▶ **INPUT RECORDS**:
● ● ● ● ●
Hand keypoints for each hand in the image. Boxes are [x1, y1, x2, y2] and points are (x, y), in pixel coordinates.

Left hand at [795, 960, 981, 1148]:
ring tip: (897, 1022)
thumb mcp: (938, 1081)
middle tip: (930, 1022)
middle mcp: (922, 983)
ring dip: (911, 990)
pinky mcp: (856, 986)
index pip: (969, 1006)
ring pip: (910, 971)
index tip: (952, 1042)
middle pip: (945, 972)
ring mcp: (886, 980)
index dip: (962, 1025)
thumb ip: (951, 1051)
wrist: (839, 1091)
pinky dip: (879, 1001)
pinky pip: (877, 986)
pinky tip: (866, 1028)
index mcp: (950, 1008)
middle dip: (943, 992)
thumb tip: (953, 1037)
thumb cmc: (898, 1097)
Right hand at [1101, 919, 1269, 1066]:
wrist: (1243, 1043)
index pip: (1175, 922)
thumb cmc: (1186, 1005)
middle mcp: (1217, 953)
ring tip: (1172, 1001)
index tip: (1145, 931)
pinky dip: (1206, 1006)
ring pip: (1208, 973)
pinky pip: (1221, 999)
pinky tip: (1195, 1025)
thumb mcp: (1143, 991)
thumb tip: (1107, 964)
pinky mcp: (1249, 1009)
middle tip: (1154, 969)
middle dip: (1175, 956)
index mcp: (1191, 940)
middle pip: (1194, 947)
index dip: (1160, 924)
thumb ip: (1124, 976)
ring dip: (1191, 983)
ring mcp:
● ● ● ● ●
Only the final stretch of the entries above is needed: print exactly the lines from the line containing "ring pip: (910, 971)" through the last one.

ring pip: (910, 971)
index tip: (952, 1042)
middle pip: (945, 972)
ring mcp: (886, 980)
index dip: (962, 1025)
thumb ip: (951, 1051)
wrist: (839, 1091)
pinky dip: (879, 1001)
pinky pip: (877, 986)
pinky tip: (866, 1028)
index mcp: (950, 1008)
middle dip: (943, 992)
thumb tip: (953, 1037)
thumb cmc: (898, 1097)
Right hand at [1101, 919, 1269, 1066]:
wrist: (1243, 1043)
index pip: (1175, 922)
thumb cmc: (1186, 1005)
middle mcp: (1217, 953)
ring tip: (1172, 1001)
index tip: (1145, 931)
pinky dip: (1206, 1006)
ring pip: (1208, 973)
pinky pip: (1221, 999)
pinky tip: (1195, 1025)
thumb mcp: (1143, 991)
thumb tip: (1107, 964)
pinky mcp: (1249, 1009)
middle tip: (1154, 969)
middle dip: (1175, 956)
index mcp: (1191, 940)
middle pip: (1194, 947)
index dip: (1160, 924)
thumb ip: (1124, 976)
ring dip: (1191, 983)
ring mcp:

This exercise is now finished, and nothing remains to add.